Task statement » Scan the material below for "Campus", then return each line that contains it.
___ The data
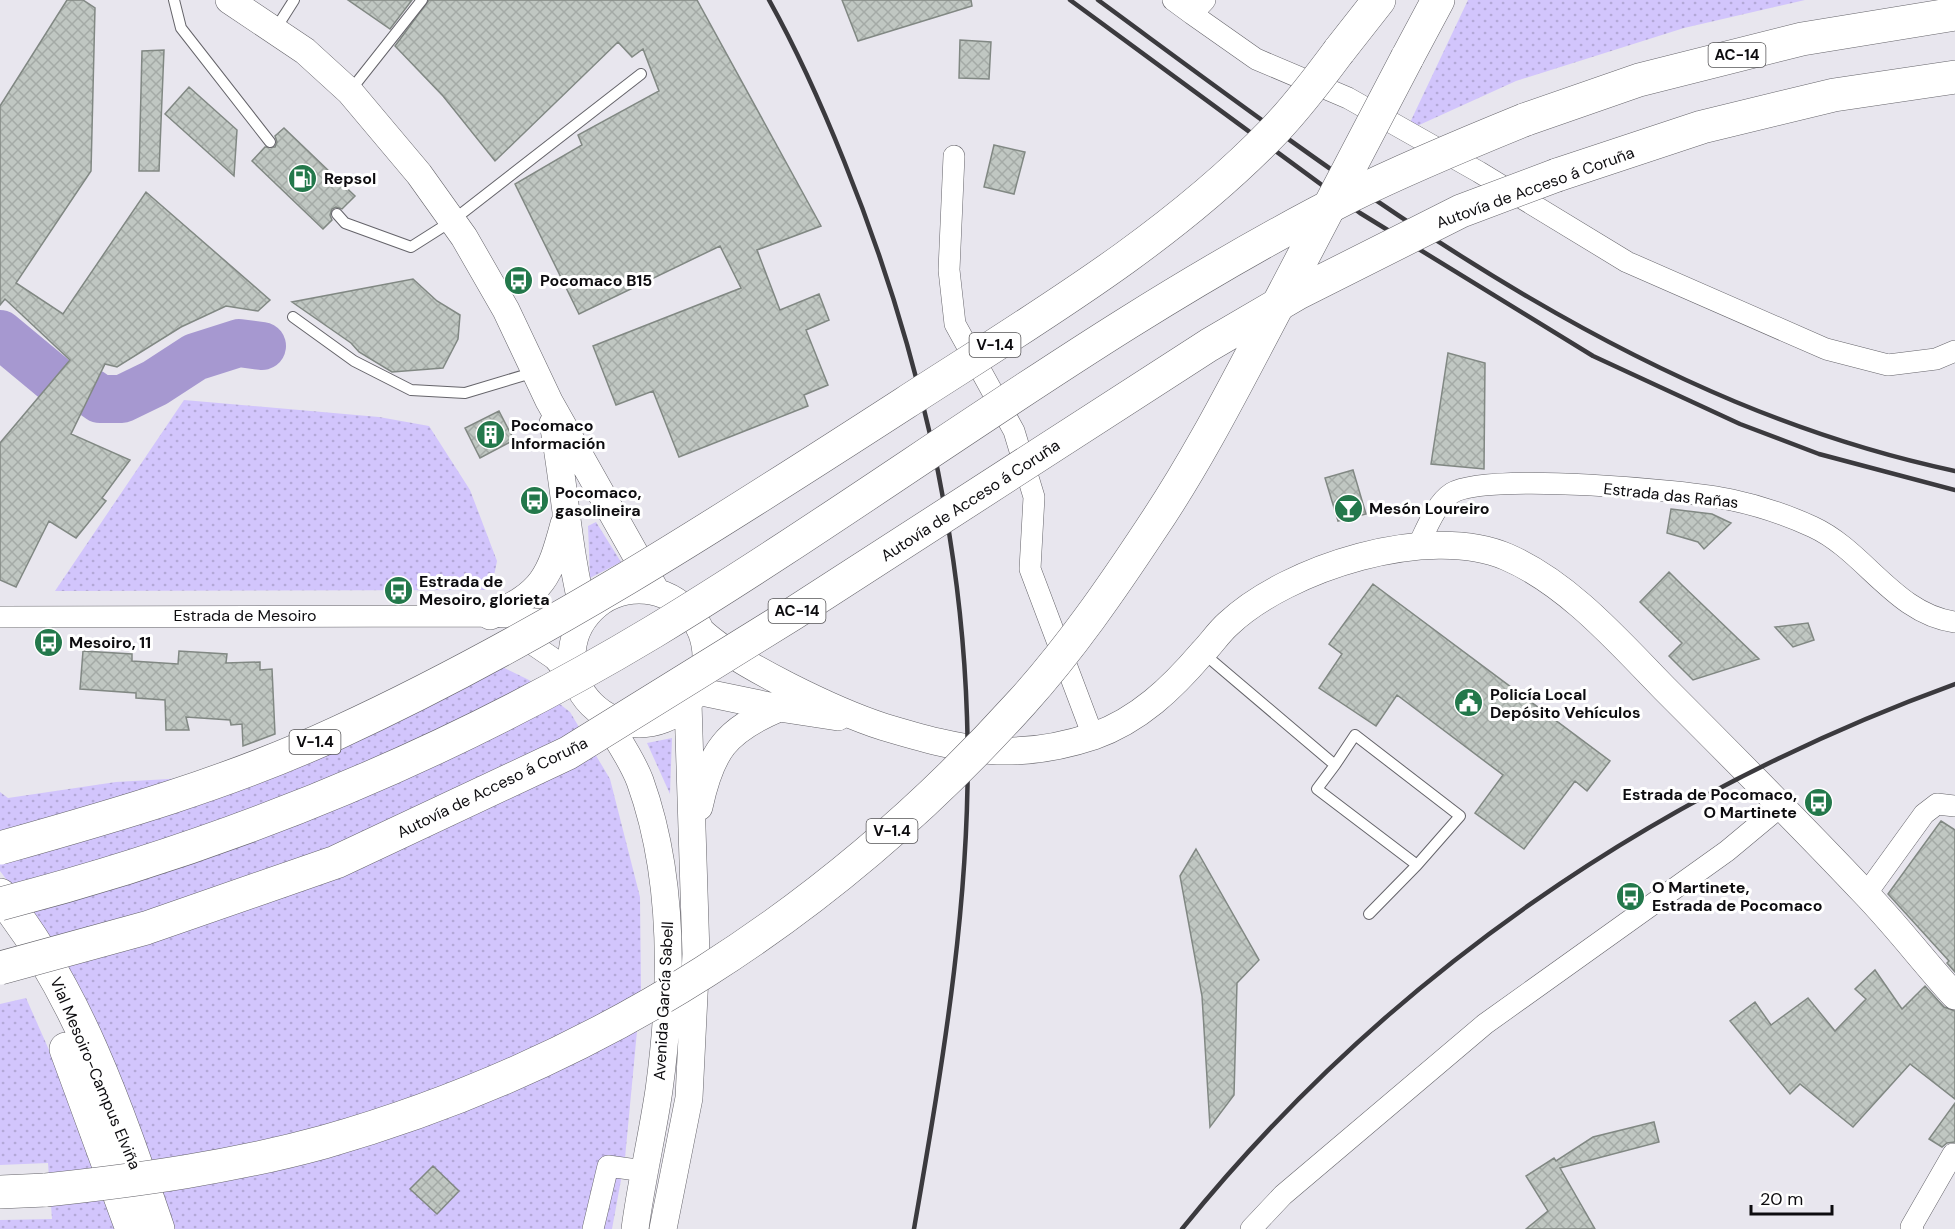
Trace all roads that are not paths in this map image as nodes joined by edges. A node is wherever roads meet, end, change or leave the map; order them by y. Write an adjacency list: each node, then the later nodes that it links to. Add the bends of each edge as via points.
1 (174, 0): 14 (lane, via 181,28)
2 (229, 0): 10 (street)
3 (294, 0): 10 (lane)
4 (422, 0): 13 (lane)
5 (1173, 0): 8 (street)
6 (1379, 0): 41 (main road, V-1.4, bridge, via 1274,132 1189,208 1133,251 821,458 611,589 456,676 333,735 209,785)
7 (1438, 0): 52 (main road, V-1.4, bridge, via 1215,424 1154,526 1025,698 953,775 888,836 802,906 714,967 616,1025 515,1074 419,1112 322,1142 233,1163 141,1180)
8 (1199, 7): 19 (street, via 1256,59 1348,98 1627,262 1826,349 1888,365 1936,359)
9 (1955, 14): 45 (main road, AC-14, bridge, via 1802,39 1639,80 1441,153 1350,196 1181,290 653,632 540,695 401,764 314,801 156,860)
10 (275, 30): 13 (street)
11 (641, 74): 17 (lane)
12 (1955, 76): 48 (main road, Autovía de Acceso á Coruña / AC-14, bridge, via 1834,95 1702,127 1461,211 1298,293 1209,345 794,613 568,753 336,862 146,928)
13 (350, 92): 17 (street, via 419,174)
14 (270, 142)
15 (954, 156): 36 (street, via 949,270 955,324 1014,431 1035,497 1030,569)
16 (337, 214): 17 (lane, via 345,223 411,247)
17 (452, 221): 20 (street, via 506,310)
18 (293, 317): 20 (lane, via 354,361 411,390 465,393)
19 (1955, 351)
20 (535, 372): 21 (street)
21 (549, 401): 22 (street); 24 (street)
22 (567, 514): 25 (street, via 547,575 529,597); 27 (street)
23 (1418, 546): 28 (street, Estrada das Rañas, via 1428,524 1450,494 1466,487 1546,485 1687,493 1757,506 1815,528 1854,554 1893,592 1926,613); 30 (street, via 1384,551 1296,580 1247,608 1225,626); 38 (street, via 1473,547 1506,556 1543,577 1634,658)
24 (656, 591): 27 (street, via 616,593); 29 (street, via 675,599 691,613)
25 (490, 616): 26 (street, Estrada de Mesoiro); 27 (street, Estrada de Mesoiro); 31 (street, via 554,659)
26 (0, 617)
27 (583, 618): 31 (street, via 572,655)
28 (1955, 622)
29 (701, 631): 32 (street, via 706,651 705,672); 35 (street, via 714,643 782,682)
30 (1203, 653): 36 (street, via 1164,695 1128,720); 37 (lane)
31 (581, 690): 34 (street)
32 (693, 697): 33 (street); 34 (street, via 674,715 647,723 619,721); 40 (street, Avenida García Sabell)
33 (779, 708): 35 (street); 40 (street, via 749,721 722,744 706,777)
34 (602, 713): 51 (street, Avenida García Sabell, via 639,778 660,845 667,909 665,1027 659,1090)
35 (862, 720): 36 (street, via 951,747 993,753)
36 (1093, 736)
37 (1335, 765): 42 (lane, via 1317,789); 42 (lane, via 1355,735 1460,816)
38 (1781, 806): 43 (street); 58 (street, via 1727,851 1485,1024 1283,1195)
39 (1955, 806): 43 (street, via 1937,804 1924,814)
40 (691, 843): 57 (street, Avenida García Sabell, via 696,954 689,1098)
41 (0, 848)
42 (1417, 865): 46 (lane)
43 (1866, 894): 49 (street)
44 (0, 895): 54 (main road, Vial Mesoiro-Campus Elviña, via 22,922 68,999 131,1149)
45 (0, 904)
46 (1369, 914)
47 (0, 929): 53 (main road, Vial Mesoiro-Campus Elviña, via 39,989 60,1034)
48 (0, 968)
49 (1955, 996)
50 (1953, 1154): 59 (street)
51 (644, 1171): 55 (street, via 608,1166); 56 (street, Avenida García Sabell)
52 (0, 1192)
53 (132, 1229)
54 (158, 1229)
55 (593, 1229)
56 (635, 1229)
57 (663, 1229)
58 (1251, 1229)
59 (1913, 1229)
______
Exercise output »
44 (0, 895): 54 (main road, Vial Mesoiro-Campus Elviña, via 22,922 68,999 131,1149)
47 (0, 929): 53 (main road, Vial Mesoiro-Campus Elviña, via 39,989 60,1034)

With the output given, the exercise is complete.